§ **Task to complete**: I would like each line of the data that holds the word "Parkway" copied out.

Collected data
··········

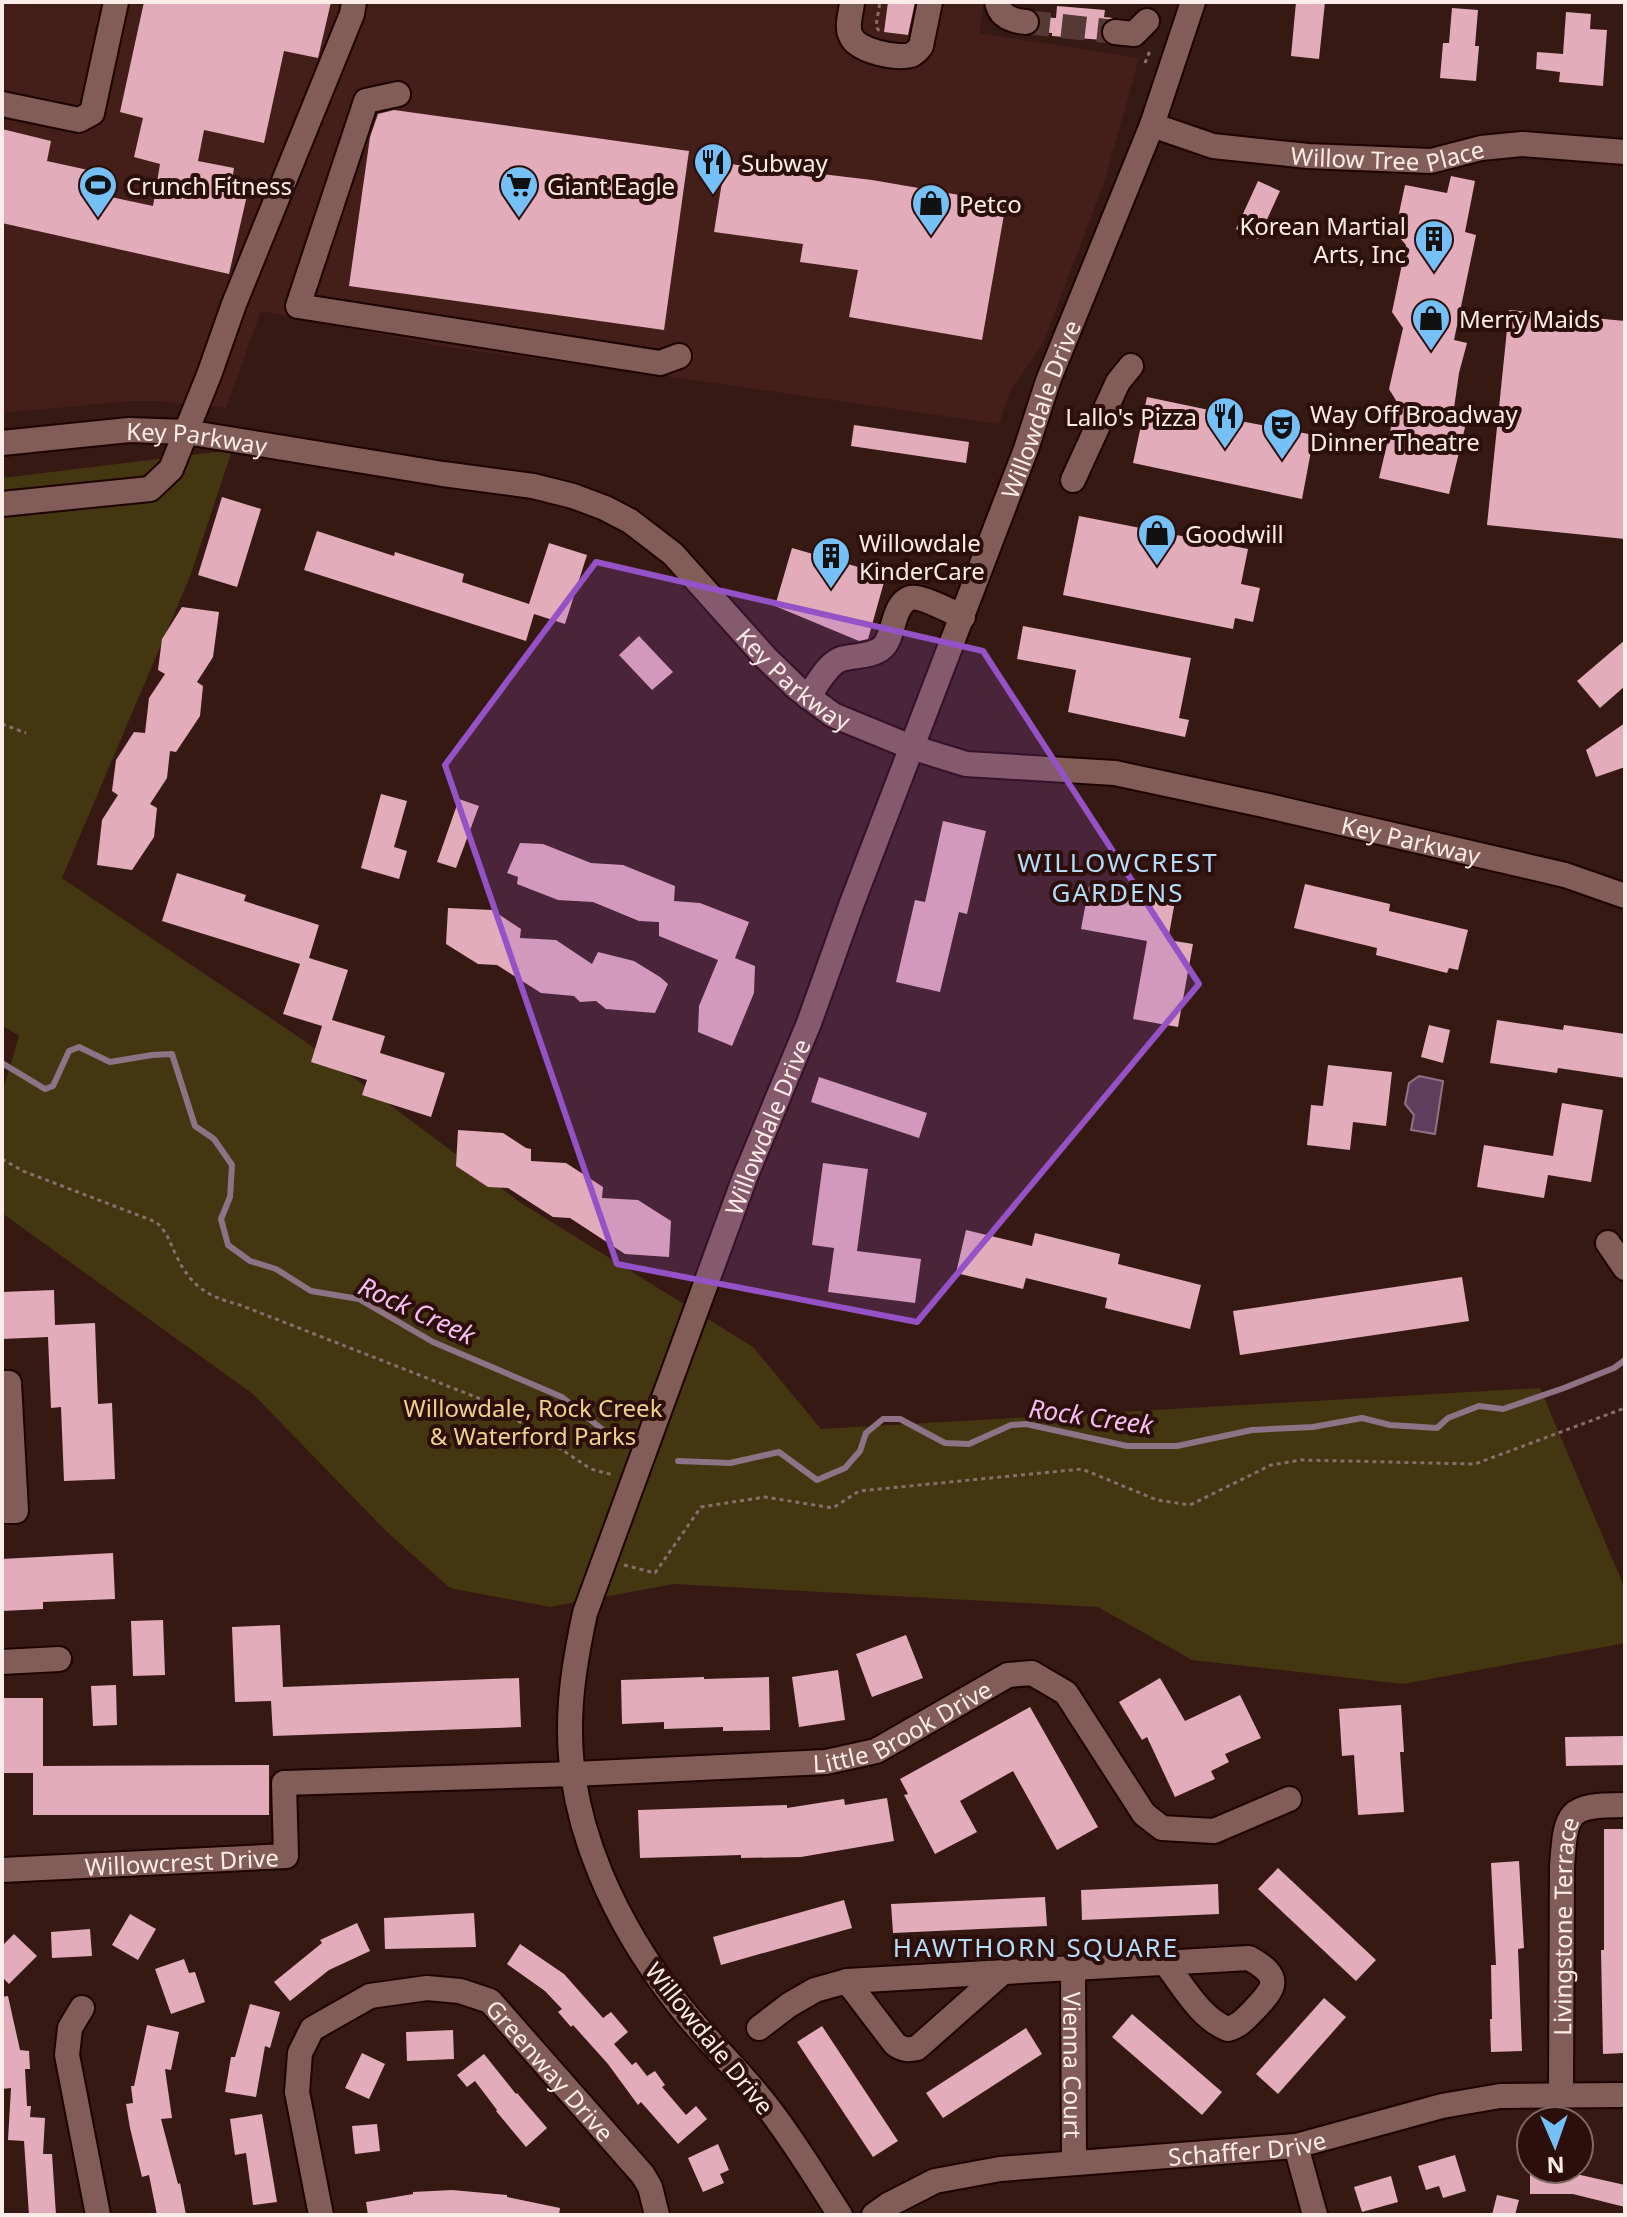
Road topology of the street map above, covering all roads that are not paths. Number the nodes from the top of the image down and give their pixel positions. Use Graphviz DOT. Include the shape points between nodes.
graph roads {
  1 [pos="116,2"];
  2 [pos="354,2"];
  3 [pos="852,2"];
  4 [pos="930,2"];
  5 [pos="997,2"];
  6 [pos="1193,2"];
  7 [pos="1026,22"];
  8 [pos="1115,32"];
  9 [pos="1150,32"];
  10 [pos="398,94"];
  11 [pos="2,104"];
  12 [pos="1152,125"];
  13 [pos="1625,152"];
  14 [pos="679,356"];
  15 [pos="1131,366"];
  16 [pos="186,432"];
  17 [pos="2,443"];
  18 [pos="1073,480"];
  19 [pos="2,504"];
  20 [pos="963,617"];
  21 [pos="808,697"];
  22 [pos="911,747"];
  23 [pos="1625,896"];
  24 [pos="1608,1243"];
  25 [pos="1625,1268"];
  26 [pos="2,1383"];
  27 [pos="8,1449"];
  28 [pos="2,1511"];
  29 [pos="59,1659"];
  30 [pos="2,1662"];
  31 [pos="574,1774"];
  32 [pos="1289,1799"];
  33 [pos="1625,1805"];
  34 [pos="2,1870"];
  35 [pos="1166,1964"];
  36 [pos="1073,1969"];
  37 [pos="1003,1972"];
  38 [pos="847,1981"];
  39 [pos="82,2008"];
  40 [pos="759,2028"];
  41 [pos="1561,2094"];
  42 [pos="1625,2095"];
  43 [pos="1296,2146"];
  44 [pos="1074,2163"];
  45 [pos="98,2215"];
  46 [pos="321,2215"];
  47 [pos="657,2215"];
  48 [pos="840,2215"];
  49 [pos="874,2215"];
  50 [pos="1315,2215"];
  1 -- 11 [label="street" via="92,113 79,120"];
  2 -- 16 [label="street"];
  3 -- 4 [label="street" via="850,36 862,48 880,43 907,56 921,46"];
  5 -- 7 [label="street" via="1013,21"];
  6 -- 12 [label="street, Willowdale Drive"];
  8 -- 9 [label="street"];
  10 -- 14 [label="street" via="366,101 298,306 660,363"];
  12 -- 13 [label="street, Willow Tree Place" via="1213,146 1308,156 1431,161 1522,144"];
  12 -- 20 [label="street, Willowdale Drive" via="1048,381"];
  15 -- 18 [label="street" via="1118,382"];
  16 -- 17 [label="street, Key Parkway" via="129,430"];
  16 -- 19 [label="street" via="171,469 150,489"];
  16 -- 21 [label="street, Key Parkway" via="533,486 605,508 673,554"];
  20 -- 21 [label="street" via="908,599 900,606 886,645 833,664"];
  20 -- 22 [label="street, Willowdale Drive"];
  21 -- 22 [label="street, Key Parkway" via="833,715"];
  22 -- 23 [label="street, Key Parkway" via="966,764 1115,773 1565,875"];
  22 -- 31 [label="street, Willowdale Drive" via="585,1613 572,1687"];
  24 -- 25 [label="street"];
  26 -- 27 [label="street" via="9,1383"];
  27 -- 28 [label="street" via="16,1511"];
  29 -- 30 [label="street"];
  31 -- 32 [label="street, Little Brook Drive" via="826,1762 876,1751 1008,1675 1032,1673 1066,1693 1144,1814 1162,1828 1214,1831"];
  31 -- 34 [label="street, Willowcrest Drive" via="284,1783 286,1856"];
  31 -- 48 [label="street, Willowdale Drive" via="585,1832 604,1884 641,1953 678,2005 766,2105"];
  33 -- 41 [label="street, Livingstone Terrace" via="1581,1809 1564,1830"];
  35 -- 36 [label="street, Vienna Court"];
  36 -- 37 [label="street, Vienna Court"];
  36 -- 44 [label="street, Vienna Court"];
  37 -- 38 [label="street, Vienna Court"];
  37 -- 38 [label="street" via="909,2050 895,2044"];
  38 -- 40 [label="street, Vienna Court" via="815,1990"];
  39 -- 45 [label="street" via="70,2028 67,2055"];
  41 -- 42 [label="street, Schaffer Drive"];
  41 -- 43 [label="street, Schaffer Drive" via="1500,2096 1442,2106"];
  43 -- 44 [label="street, Schaffer Drive"];
  43 -- 50 [label="street"];
  44 -- 49 [label="street, Schaffer Drive" via="935,2181"];
  46 -- 47 [label="street, Greenway Drive" via="297,2092 300,2053 312,2029 370,1996 427,1988 490,2001 643,2175"];
}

··········

§ **Written response**:
  16 -- 17 [label="street, Key Parkway" via="129,430"];
  16 -- 21 [label="street, Key Parkway" via="533,486 605,508 673,554"];
  21 -- 22 [label="street, Key Parkway" via="833,715"];
  22 -- 23 [label="street, Key Parkway" via="966,764 1115,773 1565,875"];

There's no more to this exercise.